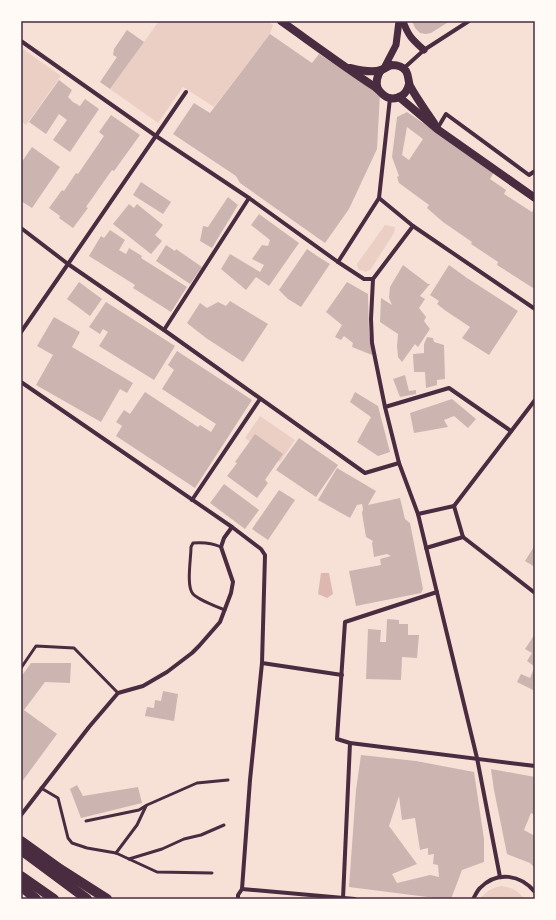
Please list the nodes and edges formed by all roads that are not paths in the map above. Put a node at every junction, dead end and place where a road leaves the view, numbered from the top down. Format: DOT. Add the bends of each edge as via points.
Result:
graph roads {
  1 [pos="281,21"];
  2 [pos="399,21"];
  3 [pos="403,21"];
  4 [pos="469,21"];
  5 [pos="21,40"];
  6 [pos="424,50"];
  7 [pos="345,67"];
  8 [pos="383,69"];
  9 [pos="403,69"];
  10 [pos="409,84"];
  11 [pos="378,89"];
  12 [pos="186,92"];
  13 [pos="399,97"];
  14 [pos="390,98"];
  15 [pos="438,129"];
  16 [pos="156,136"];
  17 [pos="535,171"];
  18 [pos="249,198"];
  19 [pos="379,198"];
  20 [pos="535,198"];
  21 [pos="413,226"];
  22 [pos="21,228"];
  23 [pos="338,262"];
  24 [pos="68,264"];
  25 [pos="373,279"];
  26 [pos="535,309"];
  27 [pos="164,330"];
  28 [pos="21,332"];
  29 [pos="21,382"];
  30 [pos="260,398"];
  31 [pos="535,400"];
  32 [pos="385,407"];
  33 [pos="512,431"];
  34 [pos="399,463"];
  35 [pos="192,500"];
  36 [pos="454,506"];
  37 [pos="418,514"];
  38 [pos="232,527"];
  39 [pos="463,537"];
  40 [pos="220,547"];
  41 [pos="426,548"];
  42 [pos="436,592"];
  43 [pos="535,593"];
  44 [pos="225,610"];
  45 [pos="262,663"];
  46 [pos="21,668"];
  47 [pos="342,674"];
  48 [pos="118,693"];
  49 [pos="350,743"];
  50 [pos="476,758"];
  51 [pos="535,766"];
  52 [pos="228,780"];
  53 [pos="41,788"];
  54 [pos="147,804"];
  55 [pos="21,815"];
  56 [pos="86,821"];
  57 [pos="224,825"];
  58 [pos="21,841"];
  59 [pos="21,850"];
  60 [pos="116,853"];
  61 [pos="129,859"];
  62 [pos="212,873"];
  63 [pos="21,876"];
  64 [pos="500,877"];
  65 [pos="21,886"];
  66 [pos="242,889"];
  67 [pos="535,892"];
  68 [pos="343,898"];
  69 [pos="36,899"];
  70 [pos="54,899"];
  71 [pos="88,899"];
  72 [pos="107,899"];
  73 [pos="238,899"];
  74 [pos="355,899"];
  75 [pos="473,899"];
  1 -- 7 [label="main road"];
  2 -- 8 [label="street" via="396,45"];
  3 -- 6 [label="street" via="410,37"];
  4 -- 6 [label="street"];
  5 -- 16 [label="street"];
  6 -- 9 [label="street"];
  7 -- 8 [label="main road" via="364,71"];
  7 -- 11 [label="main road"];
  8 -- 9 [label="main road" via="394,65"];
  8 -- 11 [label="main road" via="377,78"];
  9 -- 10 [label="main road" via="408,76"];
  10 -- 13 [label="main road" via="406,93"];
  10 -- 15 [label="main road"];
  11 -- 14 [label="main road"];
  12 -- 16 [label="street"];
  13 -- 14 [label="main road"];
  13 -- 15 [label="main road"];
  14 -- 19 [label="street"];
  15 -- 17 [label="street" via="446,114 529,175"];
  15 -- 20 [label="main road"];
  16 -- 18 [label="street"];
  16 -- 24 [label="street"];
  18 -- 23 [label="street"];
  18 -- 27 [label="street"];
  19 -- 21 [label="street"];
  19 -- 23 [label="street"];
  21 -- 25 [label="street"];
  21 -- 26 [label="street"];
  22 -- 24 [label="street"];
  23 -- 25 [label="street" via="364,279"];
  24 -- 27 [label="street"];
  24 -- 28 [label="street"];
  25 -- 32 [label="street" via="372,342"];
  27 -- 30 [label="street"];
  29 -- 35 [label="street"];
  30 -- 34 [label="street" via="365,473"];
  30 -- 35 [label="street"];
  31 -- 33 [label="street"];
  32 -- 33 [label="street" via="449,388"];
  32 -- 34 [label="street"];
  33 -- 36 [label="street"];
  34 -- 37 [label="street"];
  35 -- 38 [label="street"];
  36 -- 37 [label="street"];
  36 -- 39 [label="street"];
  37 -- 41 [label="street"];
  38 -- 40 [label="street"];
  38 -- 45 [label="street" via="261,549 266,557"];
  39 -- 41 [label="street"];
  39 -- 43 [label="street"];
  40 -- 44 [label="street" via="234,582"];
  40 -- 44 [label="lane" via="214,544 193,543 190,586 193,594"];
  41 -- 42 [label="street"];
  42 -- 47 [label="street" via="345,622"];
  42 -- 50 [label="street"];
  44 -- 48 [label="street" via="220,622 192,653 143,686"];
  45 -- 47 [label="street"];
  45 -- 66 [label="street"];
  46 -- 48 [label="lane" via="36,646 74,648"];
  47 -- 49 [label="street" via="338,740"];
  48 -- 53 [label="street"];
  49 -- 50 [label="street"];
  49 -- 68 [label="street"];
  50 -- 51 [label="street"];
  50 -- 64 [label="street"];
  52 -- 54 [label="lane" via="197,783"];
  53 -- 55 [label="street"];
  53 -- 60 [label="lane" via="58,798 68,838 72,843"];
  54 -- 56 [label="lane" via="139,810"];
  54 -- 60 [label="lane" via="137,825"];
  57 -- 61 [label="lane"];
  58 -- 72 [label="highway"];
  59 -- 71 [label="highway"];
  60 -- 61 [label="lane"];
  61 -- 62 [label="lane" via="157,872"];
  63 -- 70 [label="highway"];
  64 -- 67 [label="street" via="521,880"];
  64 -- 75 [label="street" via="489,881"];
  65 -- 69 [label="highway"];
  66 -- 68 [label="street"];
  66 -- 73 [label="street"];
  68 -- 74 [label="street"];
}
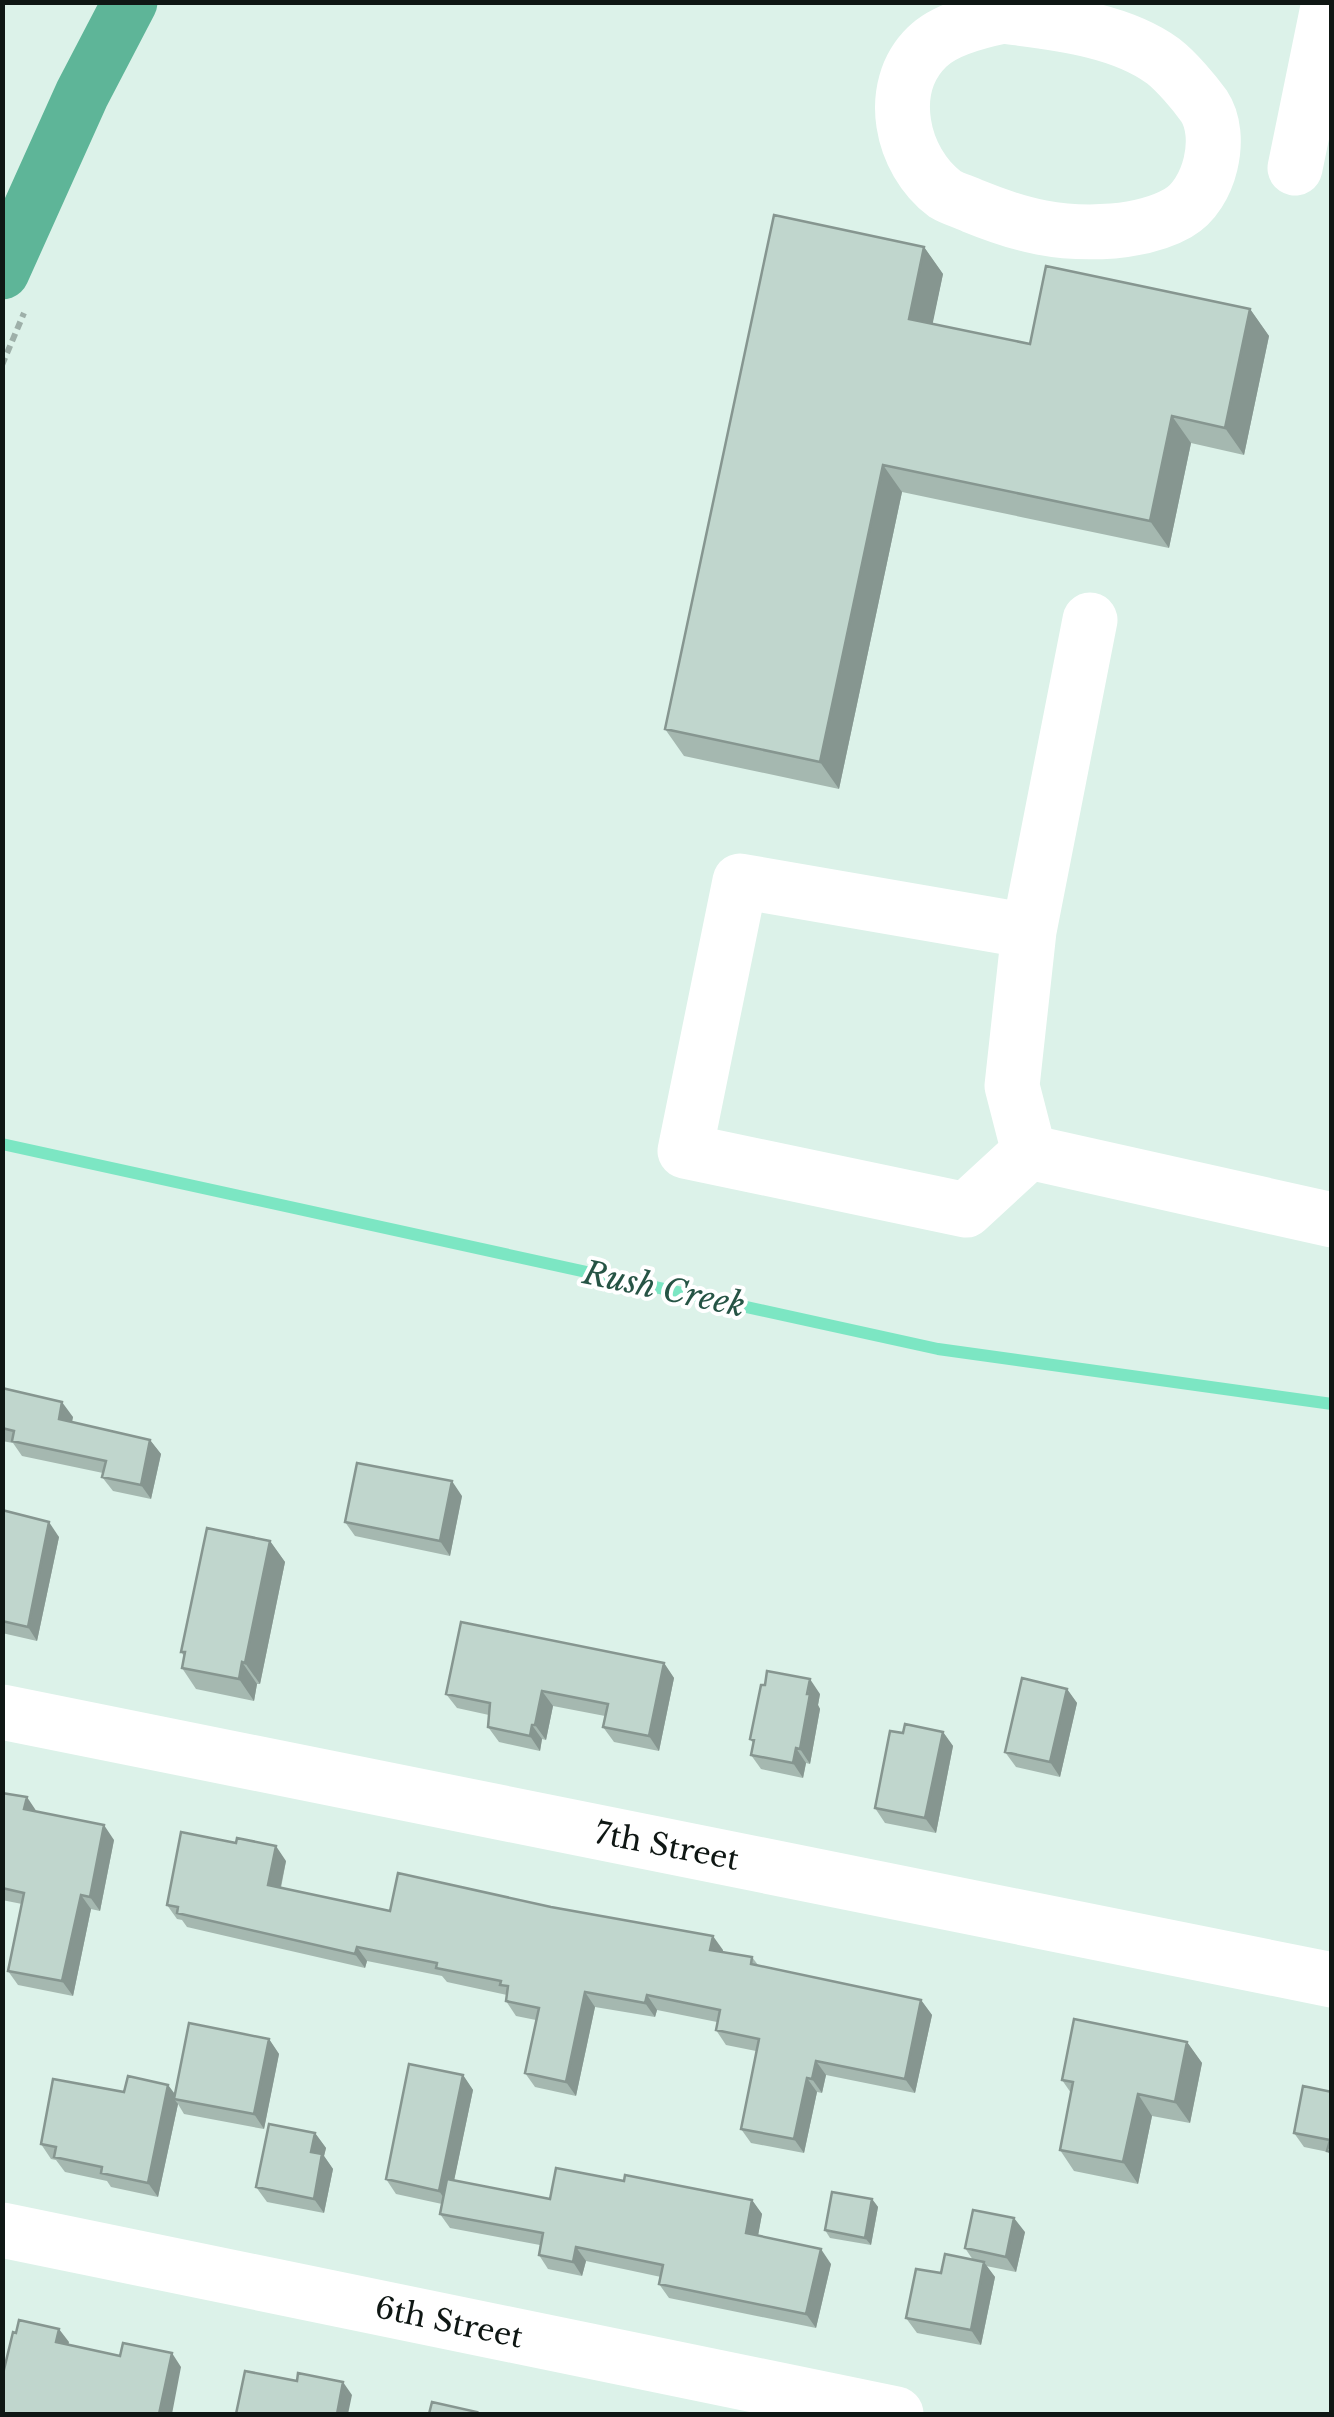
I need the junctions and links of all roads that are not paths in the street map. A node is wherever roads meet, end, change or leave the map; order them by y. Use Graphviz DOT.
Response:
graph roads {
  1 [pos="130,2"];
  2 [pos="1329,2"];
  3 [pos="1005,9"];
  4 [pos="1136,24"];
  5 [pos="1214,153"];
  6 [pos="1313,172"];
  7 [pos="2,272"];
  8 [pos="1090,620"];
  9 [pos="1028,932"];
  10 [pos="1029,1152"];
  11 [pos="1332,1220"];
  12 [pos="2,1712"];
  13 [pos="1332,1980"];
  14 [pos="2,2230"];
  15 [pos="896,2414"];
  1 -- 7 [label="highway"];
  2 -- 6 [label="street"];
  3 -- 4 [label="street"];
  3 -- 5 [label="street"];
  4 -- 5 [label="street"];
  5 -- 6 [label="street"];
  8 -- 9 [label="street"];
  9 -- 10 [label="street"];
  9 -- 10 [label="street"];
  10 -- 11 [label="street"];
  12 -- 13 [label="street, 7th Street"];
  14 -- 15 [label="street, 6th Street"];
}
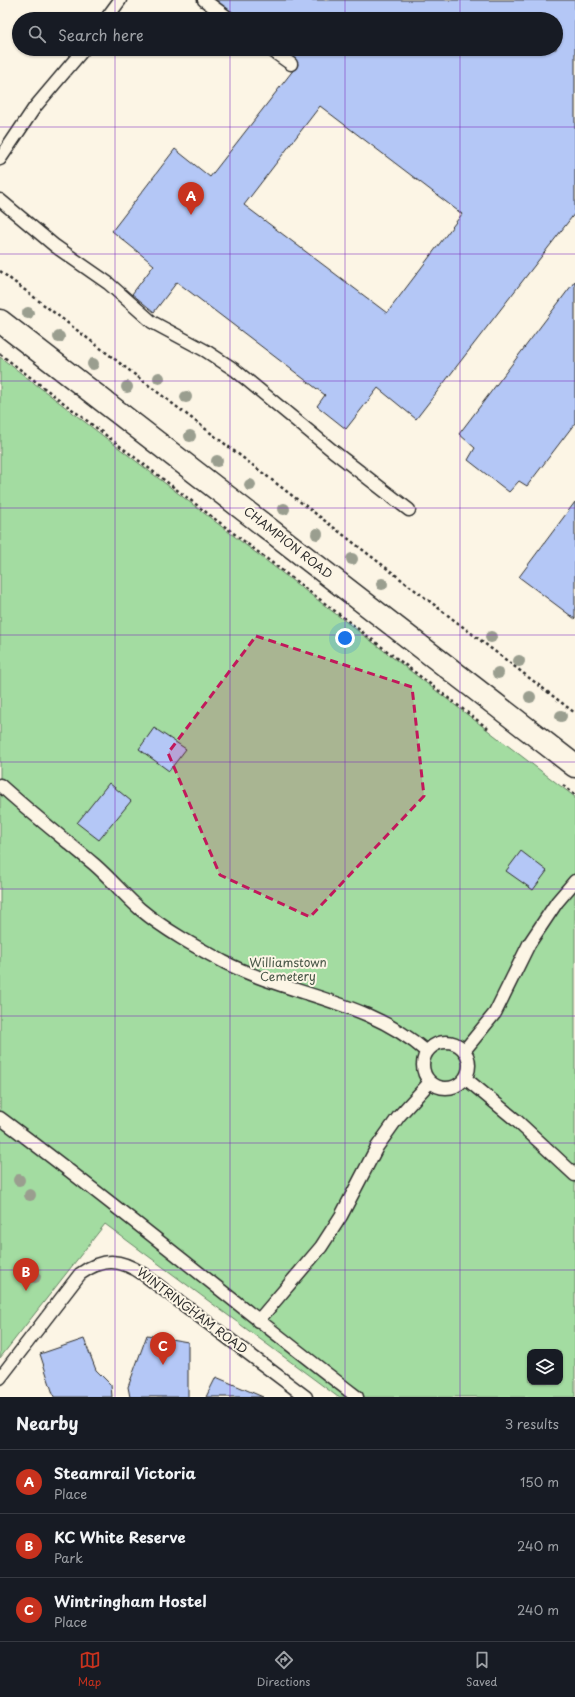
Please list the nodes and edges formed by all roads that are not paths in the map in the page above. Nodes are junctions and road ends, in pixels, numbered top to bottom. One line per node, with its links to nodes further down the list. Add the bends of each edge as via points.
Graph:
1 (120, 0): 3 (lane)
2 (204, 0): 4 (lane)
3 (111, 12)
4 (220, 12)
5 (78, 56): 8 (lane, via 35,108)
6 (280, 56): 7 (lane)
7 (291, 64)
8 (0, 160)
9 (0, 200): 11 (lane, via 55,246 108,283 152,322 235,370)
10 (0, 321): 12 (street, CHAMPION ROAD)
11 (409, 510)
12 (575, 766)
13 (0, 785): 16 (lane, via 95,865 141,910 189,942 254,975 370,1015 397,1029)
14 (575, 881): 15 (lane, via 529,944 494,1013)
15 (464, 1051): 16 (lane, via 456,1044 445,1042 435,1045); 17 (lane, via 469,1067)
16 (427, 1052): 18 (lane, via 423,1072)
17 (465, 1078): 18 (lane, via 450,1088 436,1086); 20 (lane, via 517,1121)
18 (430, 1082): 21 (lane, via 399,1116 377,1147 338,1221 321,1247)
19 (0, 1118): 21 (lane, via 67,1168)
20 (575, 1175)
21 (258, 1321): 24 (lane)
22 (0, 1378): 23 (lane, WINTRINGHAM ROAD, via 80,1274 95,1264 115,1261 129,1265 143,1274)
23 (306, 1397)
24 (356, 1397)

:::::

■ **INSTRUCTIONS FOR THE TASK**: Reproduce only the lines between the line with "I need the junctions" and the final line of the records, both included, so that the copy matches them exactly and contains no pictures.

■ **TASK SOLUTION**:
I need the junctions and links of all roads that are not paths in the street map. A node is wherever roads meet, end, change or leave the map; order them by y. Use Graphviz DOT.
Response:
graph roads {
  1 [pos="130,2"];
  2 [pos="1329,2"];
  3 [pos="1005,9"];
  4 [pos="1136,24"];
  5 [pos="1214,153"];
  6 [pos="1313,172"];
  7 [pos="2,272"];
  8 [pos="1090,620"];
  9 [pos="1028,932"];
  10 [pos="1029,1152"];
  11 [pos="1332,1220"];
  12 [pos="2,1712"];
  13 [pos="1332,1980"];
  14 [pos="2,2230"];
  15 [pos="896,2414"];
  1 -- 7 [label="highway"];
  2 -- 6 [label="street"];
  3 -- 4 [label="street"];
  3 -- 5 [label="street"];
  4 -- 5 [label="street"];
  5 -- 6 [label="street"];
  8 -- 9 [label="street"];
  9 -- 10 [label="street"];
  9 -- 10 [label="street"];
  10 -- 11 [label="street"];
  12 -- 13 [label="street, 7th Street"];
  14 -- 15 [label="street, 6th Street"];
}
Please list the nodes and edges formed by all roads that are not paths in the map in the page above. Nodes are junctions and road ends, in pixels, numbered top to bottom. One line per node, with its links to nodes further down the list. Add the bends of each edge as via points.
Graph:
1 (120, 0): 3 (lane)
2 (204, 0): 4 (lane)
3 (111, 12)
4 (220, 12)
5 (78, 56): 8 (lane, via 35,108)
6 (280, 56): 7 (lane)
7 (291, 64)
8 (0, 160)
9 (0, 200): 11 (lane, via 55,246 108,283 152,322 235,370)
10 (0, 321): 12 (street, CHAMPION ROAD)
11 (409, 510)
12 (575, 766)
13 (0, 785): 16 (lane, via 95,865 141,910 189,942 254,975 370,1015 397,1029)
14 (575, 881): 15 (lane, via 529,944 494,1013)
15 (464, 1051): 16 (lane, via 456,1044 445,1042 435,1045); 17 (lane, via 469,1067)
16 (427, 1052): 18 (lane, via 423,1072)
17 (465, 1078): 18 (lane, via 450,1088 436,1086); 20 (lane, via 517,1121)
18 (430, 1082): 21 (lane, via 399,1116 377,1147 338,1221 321,1247)
19 (0, 1118): 21 (lane, via 67,1168)
20 (575, 1175)
21 (258, 1321): 24 (lane)
22 (0, 1378): 23 (lane, WINTRINGHAM ROAD, via 80,1274 95,1264 115,1261 129,1265 143,1274)
23 (306, 1397)
24 (356, 1397)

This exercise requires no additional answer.